* **What is expected**
Show every line of the data that includes the word "PÉREZ".

(Saved entries)
◇ ◇ ◇ ◇ ◇ ◇ ◇
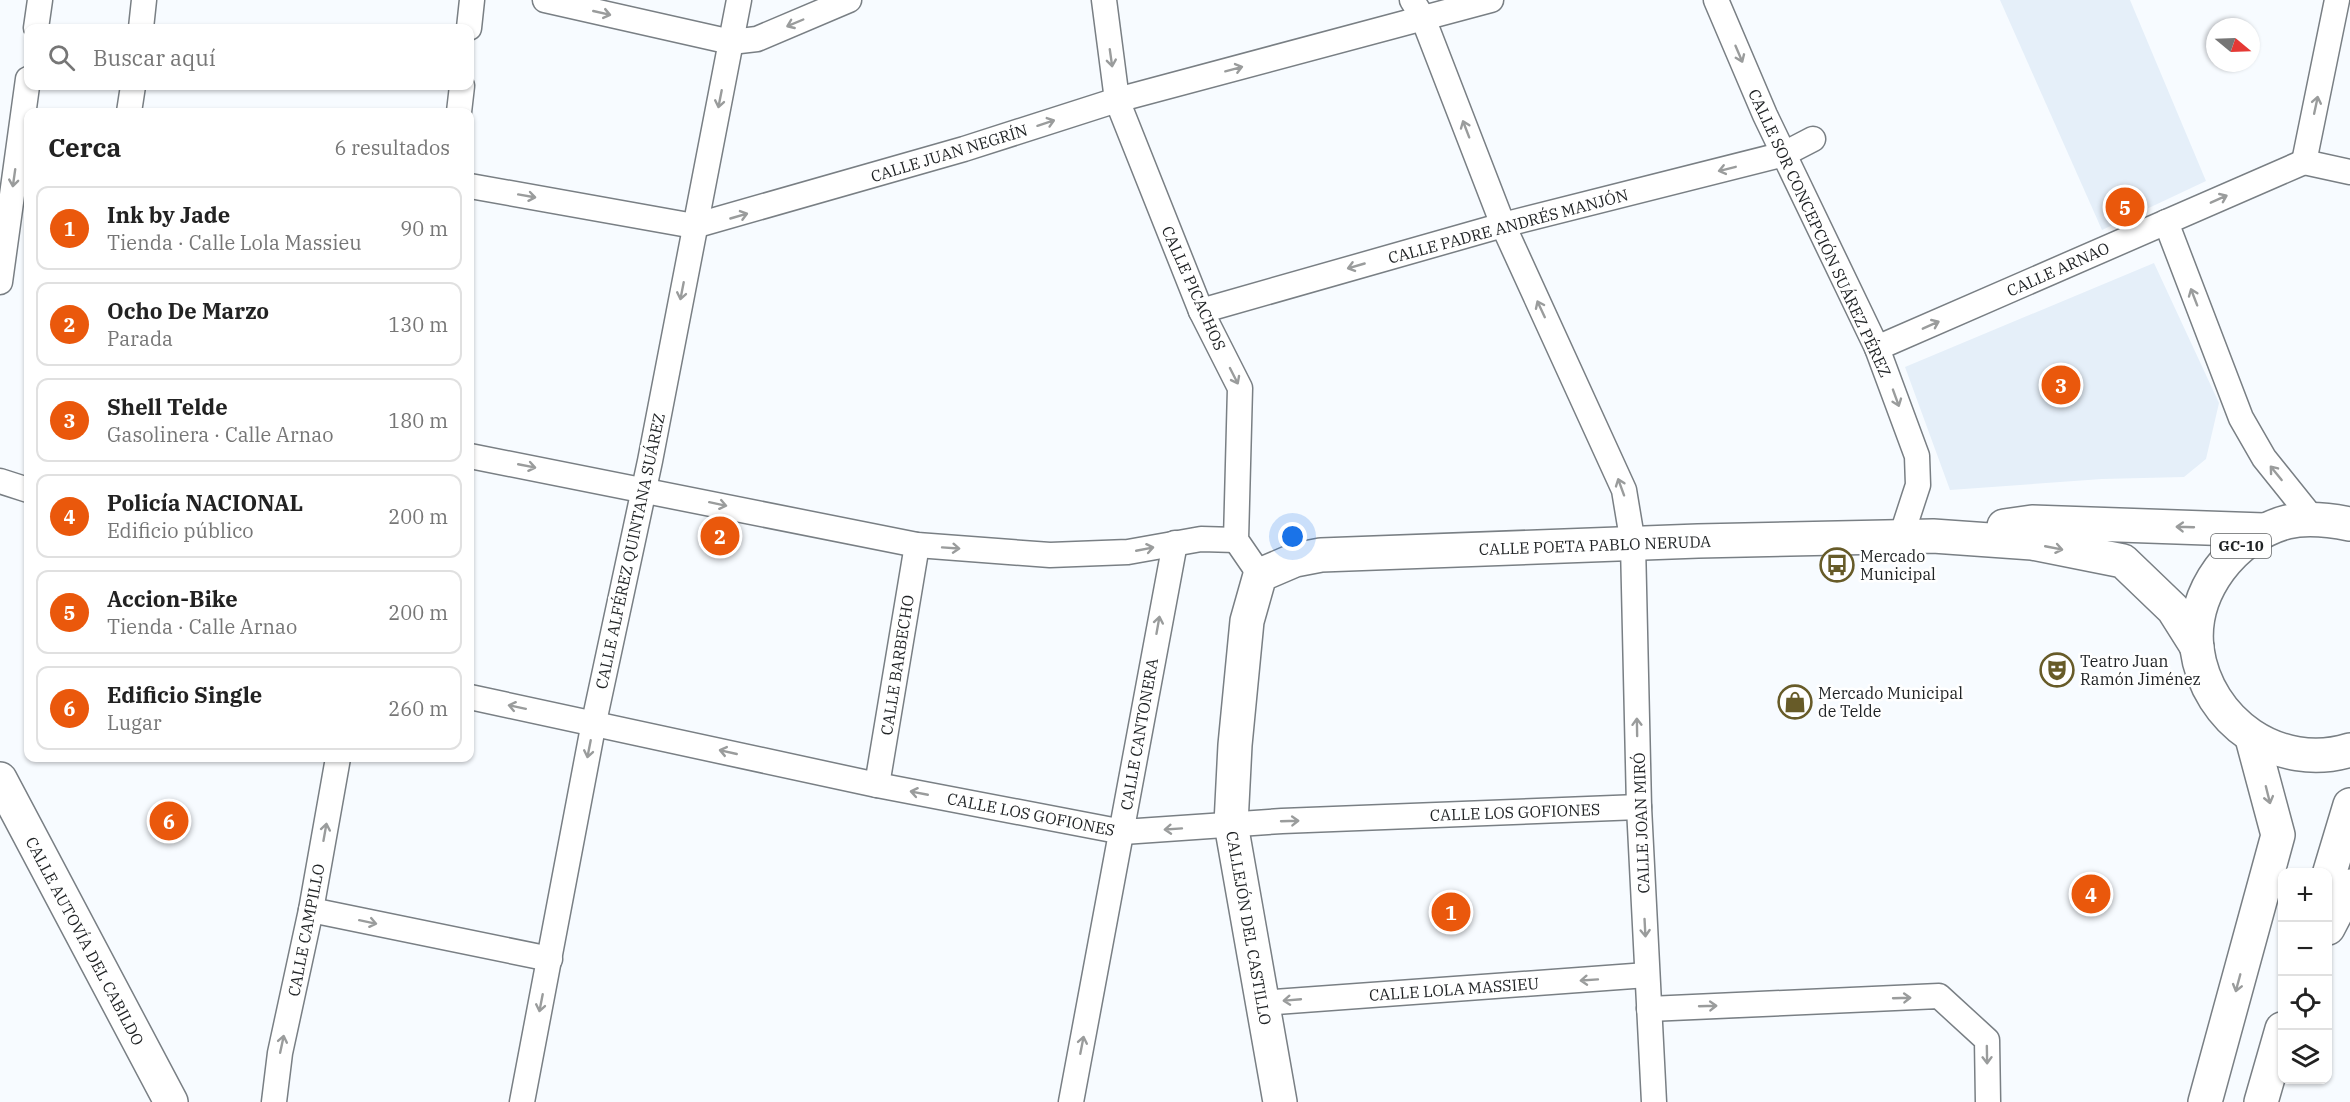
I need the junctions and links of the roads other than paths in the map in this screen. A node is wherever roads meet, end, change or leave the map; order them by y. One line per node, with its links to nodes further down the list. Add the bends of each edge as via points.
1 (40, 0): 12 (street)
2 (144, 0): 13 (street)
3 (472, 0): 14 (street)
4 (545, 0): 15 (street, one-way to 15)
5 (739, 0): 15 (street, CALLE ALFÉREZ QUINTANA SUÁREZ)
6 (849, 0): 15 (street, one-way to 15, via 756,39)
7 (1104, 0): 19 (street, CALLE PICACHOS, one-way to 19)
8 (1491, 0): 11 (street, CALLE JUAN NEGRÍN)
9 (1716, 0): 25 (street, CALLE SOR CONCEPCIÓN SUÁREZ PÉREZ, one-way to 25)
10 (2337, 0): 26 (street, one-way to 10)
11 (1418, 9): 19 (street, CALLE JUAN NEGRÍN, one-way to 11); 30 (street, CALLE JOAN MIRÓ, one-way to 11)
12 (37, 24)
13 (141, 24)
14 (469, 24)
15 (731, 42): 31 (street, CALLE ALFÉREZ QUINTANA SUÁREZ, one-way to 31)
16 (26, 90): 20 (street, one-way to 20)
17 (132, 90): 22 (street)
18 (462, 90): 23 (street)
19 (1117, 100): 31 (street, CALLE JUAN NEGRÍN, one-way to 19, via 952,153); 33 (street, CALLE PICACHOS)
20 (24, 108)
21 (24, 108): 32 (street, one-way to 32)
22 (130, 108)
23 (459, 108)
24 (1813, 140): 25 (street, CALLE PADRE ANDRÉS MANJÓN)
25 (1784, 154): 30 (street, CALLE PADRE ANDRÉS MANJÓN, one-way to 30); 34 (street, CALLE SOR CONCEPCIÓN SUÁREZ PÉREZ)
26 (2304, 162): 27 (street); 29 (street, CALLE ARNAO, one-way to 26)
27 (2350, 172)
28 (474, 187): 31 (street, CALLE JUAN NEGRÍN, one-way to 31)
29 (2166, 222): 34 (street, CALLE ARNAO, one-way to 29); 39 (street, one-way to 29, via 2264,458 2241,418)
30 (1503, 225): 33 (street, CALLE PADRE ANDRÉS MANJÓN, one-way to 33); 46 (street, CALLE JOAN MIRÓ, one-way to 30, via 1624,490)
31 (694, 226): 38 (street, CALLE ALFÉREZ QUINTANA SUÁREZ, one-way to 38)
32 (0, 282)
33 (1201, 311): 44 (street, CALLE PICACHOS, one-way to 44, via 1240,388)
34 (1877, 348): 43 (street, CALLE SOR CONCEPCIÓN SUÁREZ PÉREZ, one-way to 43, via 1917,456 1918,485)
35 (474, 457): 38 (street, one-way to 38)
36 (0, 480): 37 (street)
37 (24, 489)
38 (643, 489): 47 (street, one-way to 47); 51 (street, CALLE ALFÉREZ QUINTANA SUÁREZ)
39 (2313, 519): 40 (street, GC-10); 41 (street, GC-10)
40 (2350, 524)
41 (2264, 530): 42 (street, CALLE POETA PABLO NERUDA, one-way to 42, via 2032,522); 49 (street, GC-10, via 2235,550 2212,578 2199,611)
42 (1933, 536): 43 (street, CALLE POETA PABLO NERUDA); 49 (street, CALLE POETA PABLO NERUDA, one-way to 49, via 2032,543 2123,561 2173,609)
43 (1901, 537): 46 (street, CALLE POETA PABLO NERUDA)
44 (1236, 540): 45 (street); 48 (street)
45 (1174, 543): 47 (street, one-way to 45, via 1050,555 1128,552); 60 (street, CALLE CANTONERA, one-way to 45)
46 (1633, 544): 48 (street, CALLE POETA PABLO NERUDA, via 1321,555 1295,560); 58 (street, CALLE JOAN MIRÓ, one-way to 46)
47 (917, 545): 56 (street, CALLE BARBECHO)
48 (1260, 576): 59 (street, CALLEJÓN DEL CASTILLO, via 1247,621)
49 (2197, 647): 52 (street, GC-10, via 2206,683 2215,699 2225,714)
50 (474, 698): 51 (street, CALLE LOS GOFIONES, one-way to 50)
51 (594, 722): 56 (street, CALLE LOS GOFIONES, one-way to 51); 65 (street, CALLE ALFÉREZ QUINTANA SUÁREZ, one-way to 65)
52 (2252, 738): 53 (street, GC-10, via 2282,751 2315,755); 77 (street, one-way to 77, via 2278,835)
53 (2350, 750)
54 (337, 762): 63 (street, CALLE CAMPILLO, one-way to 54)
55 (0, 779): 70 (street, CALLE AUTOVÍA DEL CABILDO)
56 (877, 785): 60 (street, CALLE LOS GOFIONES, one-way to 56)
57 (2350, 805): 61 (street)
58 (1639, 807): 59 (street, CALLE LOS GOFIONES, one-way to 58); 66 (street, CALLE JOAN MIRÓ, one-way to 66)
59 (1231, 824): 60 (street, CALLE LOS GOFIONES, one-way to 60); 67 (street, CALLEJÓN DEL CASTILLO)
60 (1123, 832): 73 (street, CALLE CANTONERA, one-way to 60)
61 (2331, 868)
62 (2350, 886): 64 (street)
63 (311, 910): 65 (street, one-way to 65); 71 (street, CALLE CAMPILLO, one-way to 63, via 280,1053)
64 (2331, 922)
65 (550, 959): 72 (street, CALLE ALFÉREZ QUINTANA SUÁREZ, one-way to 72)
66 (1647, 975): 67 (street, CALLE LOLA MASSIEU, one-way to 67); 68 (street, CALLE JOAN MIRÓ)
67 (1262, 1003): 74 (street, CALLEJÓN DEL CASTILLO)
68 (1649, 1009): 75 (street, CALLE JOAN MIRÓ); 76 (street, one-way to 76, via 1939,996 1987,1040)
69 (2283, 1030): 78 (street)
70 (171, 1102)
71 (274, 1102)
72 (522, 1102)
73 (1071, 1102)
74 (1280, 1102)
75 (1654, 1102)
76 (1988, 1102)
77 (2205, 1102)
78 (2261, 1102)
◇ ◇ ◇ ◇ ◇ ◇ ◇
* **Result of this exercise**
9 (1716, 0): 25 (street, CALLE SOR CONCEPCIÓN SUÁREZ PÉREZ, one-way to 25)
25 (1784, 154): 30 (street, CALLE PADRE ANDRÉS MANJÓN, one-way to 30); 34 (street, CALLE SOR CONCEPCIÓN SUÁREZ PÉREZ)
34 (1877, 348): 43 (street, CALLE SOR CONCEPCIÓN SUÁREZ PÉREZ, one-way to 43, via 1917,456 1918,485)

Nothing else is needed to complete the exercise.